Waly Dia critique #MeToo dans On n’est pas couché, et je lui réponds

L’humoriste Waly Dia a critiqué #MeToo sur le plateau d’On n’est pas couché. Faustine t’explique pourquoi son intervention est le signe d’une méconnaissance du mouvement et donne des pistes à ceux qui voudraient mieux comprendre le sujet des violences faites aux femmes.

Le 15 février, l’humoriste Waly Dia était invité dans l’émission On n’est pas couché et il a pris la parole sur le mouvement #MeToo. Je te laisse découvrir l’extrait :

“C’est vrai que c’est quelque chose dont j’étais pas vraiment conscient, mais comme l’ensemble du monde.

On s’est rendu compte que le viol c’était pas bien à #MeToo, quand ça a touché des actrices.

Quand ça touchait des boulangères et des secrétaires, c’était pas assez grave pour que ça devienne un sujet mondial et c’est ça qui m’a choqué”.

Je ne suis pas d’accord avec cette analyse de #MeToo faite par Waly Dia, car elle ne prend pas en compte selon moi toute une partie du mouvement.

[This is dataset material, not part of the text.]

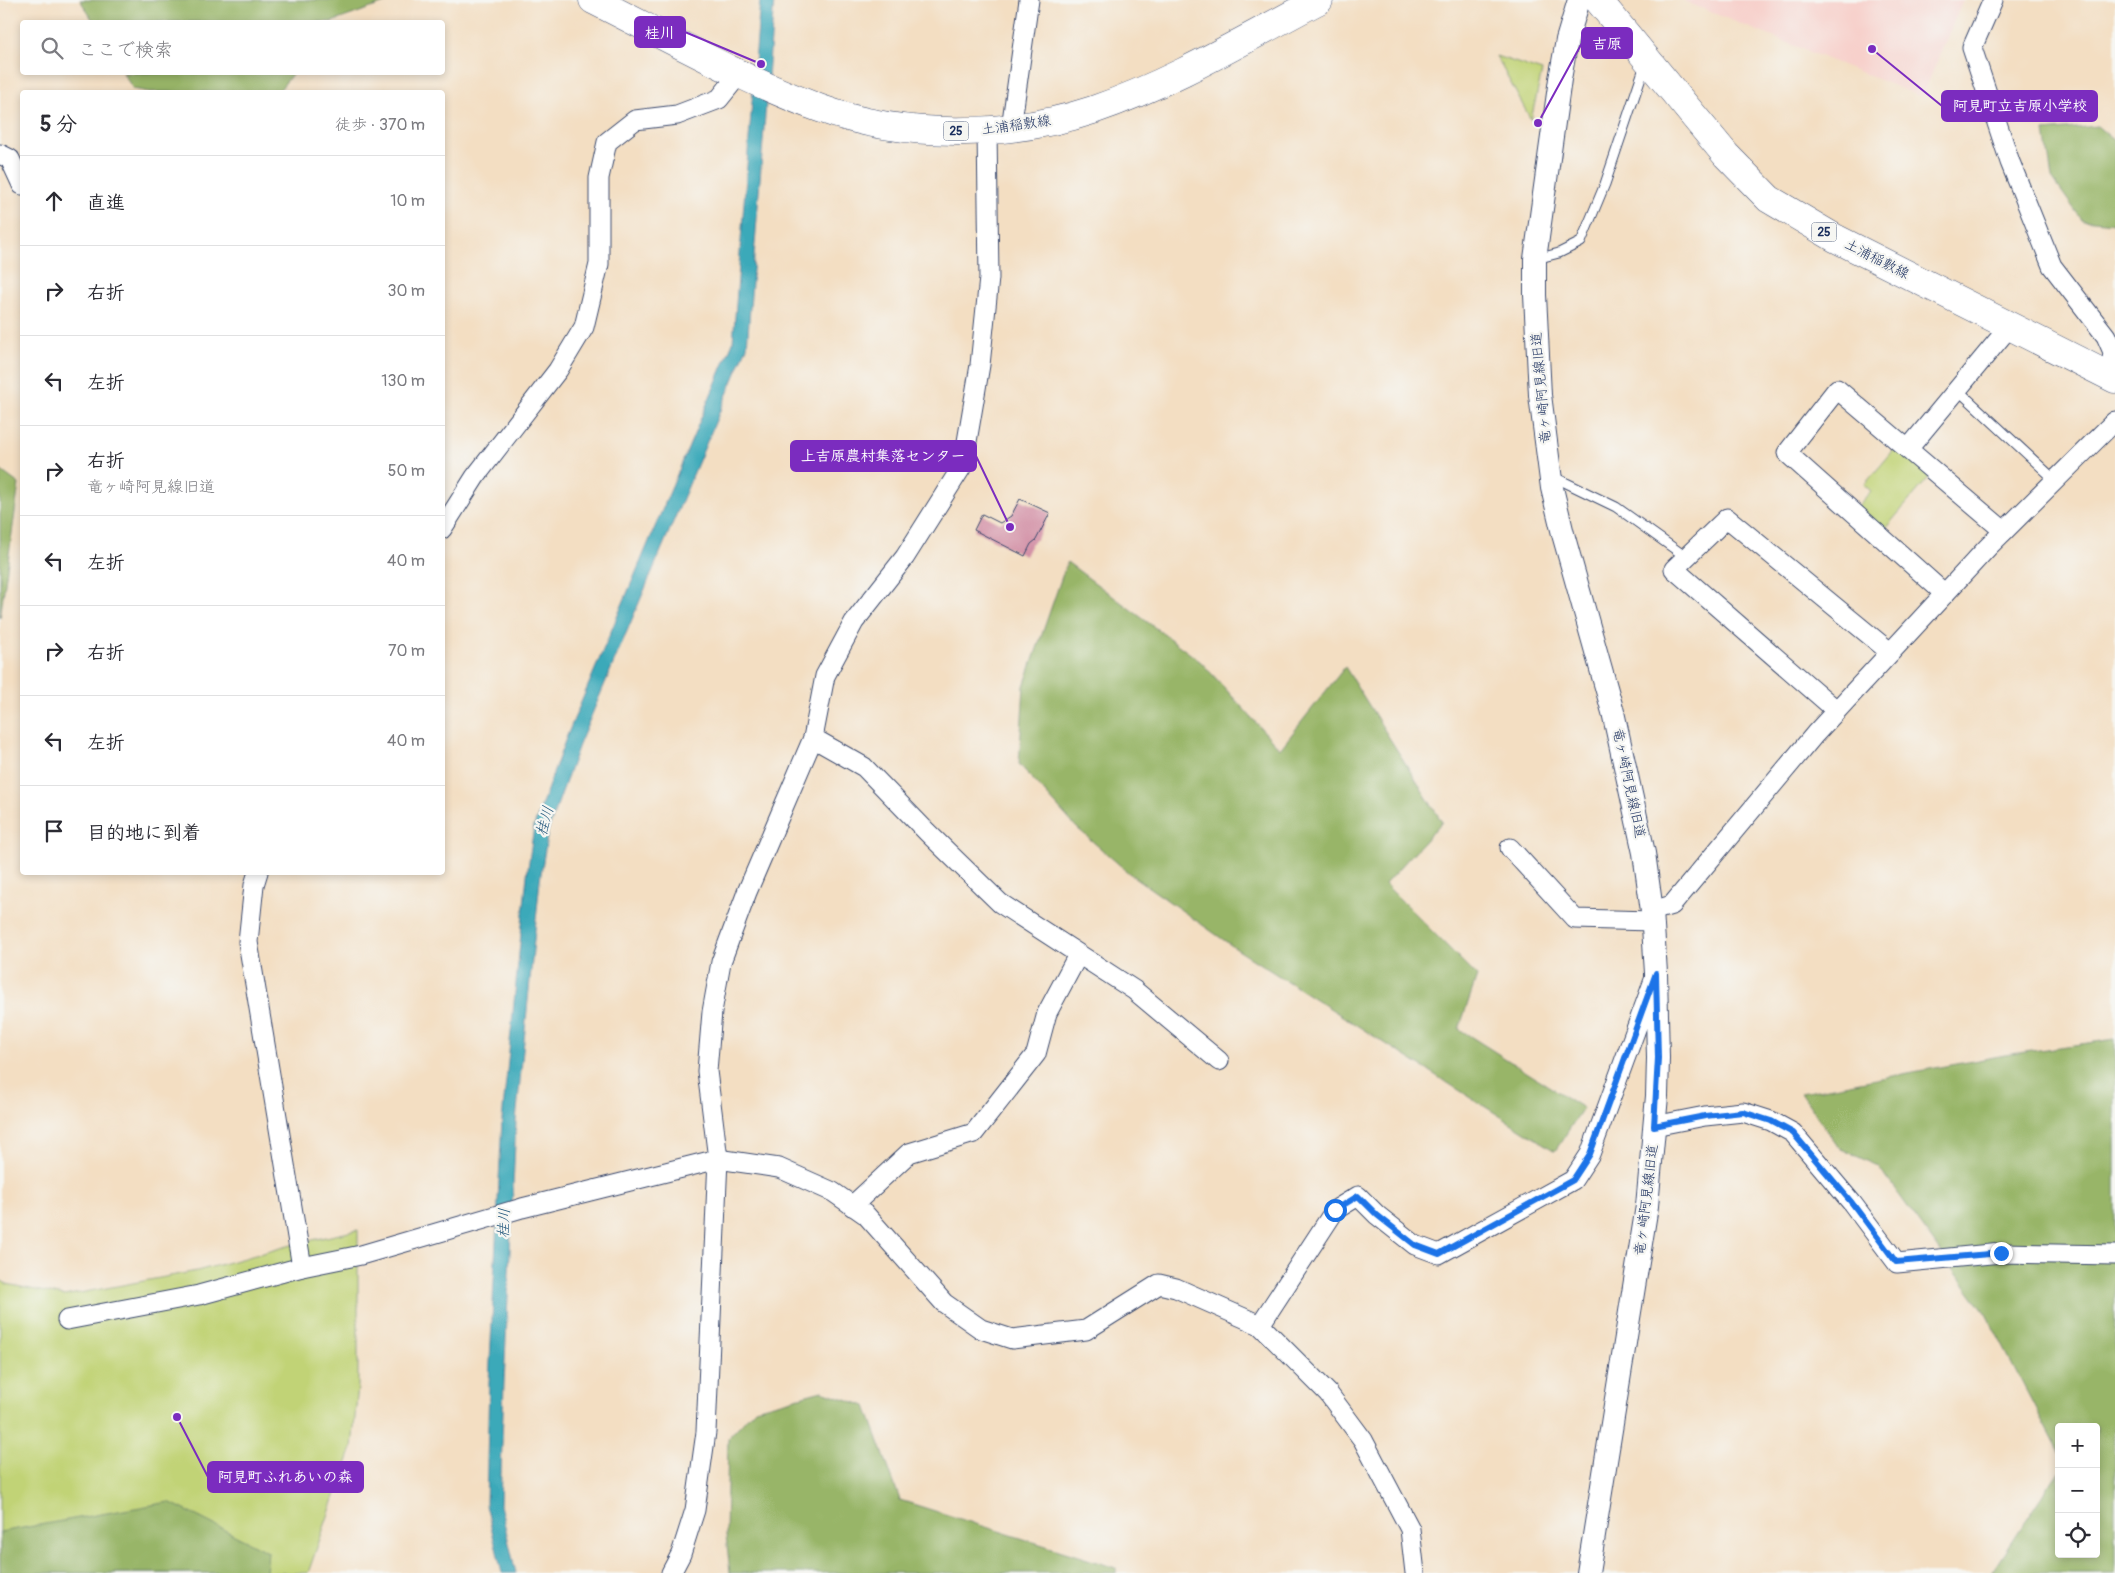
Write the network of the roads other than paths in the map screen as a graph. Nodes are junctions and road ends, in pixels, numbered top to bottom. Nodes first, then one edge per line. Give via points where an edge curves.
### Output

Waly Dia fait une critique réductrice de #MeToo

Je m’explique.

#MeToo, ça ne se résume pas seulement à des stars d’Hollywood qui parlent des violences sexuelles qu’elles subissent dans leur milieu.

#MeToo, c’est surtout une libération de la parole des femmes et une prise de conscience à l’échelle planétaire.

Un mouvement qui permet à des filles et des femmes de dire “moi aussi”, alors qu’elles n’avaient jamais osé auparavant, et ce quelles que soient leur classe sociale ou leur notoriété. 

#MeToo a mis le sujet des violences sexuelles sur le devant de la scène médiatique et culturelle et y a exposé TOUT LE MONDE.

C’est le point de départ d’un vaste changement qui est en train d’opérer, et qui n’est pas terminé.

Critiquer le mouvement sur le seul fait qu’il soit parti d’Hollywood, c’est réducteur.

#MeToo a beau avoir été lancé par une poignée d’actrices célèbres, il a permis à la boulangère et à la secrétaire, pour reprendre les mots de Waly Dia de faire entendre leur voix. Et ça, c’est important de le saluer.

Si le viol des boulangères et des secrétaires ne touchait personne, ça n’est pas à #MeToo qu’il faut le reprocher. Et puis, peut-être qu’elles en parlaient déjà, mais qu’elles n’étaient pas écoutées. 

Si beaucoup de femmes ne sont pas entendues lorsqu’elles parlent des violences sexuelles qu’elles ont subies, c’est bien souvent parce que leurs interlocuteurs connaissent mal le sujet. Et refusent de les croire. Refusent de croire que, OUI, les violences sexuelles ont une telle ampleur.

Les combats contre les violences sexuelles existaient avant #MeToo

Pourtant, avant #MeToo, les combats contre les violences sexuelles existaient déjà, en France et dans le monde.

Dès 1972, l’avocate Gisèle Halimi avait défendu une jeune femme mineure poursuivie pour avoir avorté après un viol, lors du procès Bobigny. Le tout avec le soutien du Mouvement de Libération des Femmes (MLF), très engagé contre le viol depuis sa création en 68.  La loi de légalisation de l’IVG de 1975 doit beaucoup à ce combat.

En 1985, le Collectif féministe contre le viol a vu le jour. Christine Angot publie L’Inceste en 1999 et Virginie Despentes King Kong Théorie en 2006 dans lesquels elles parlent toutes deux des viols qu’elles ont subis.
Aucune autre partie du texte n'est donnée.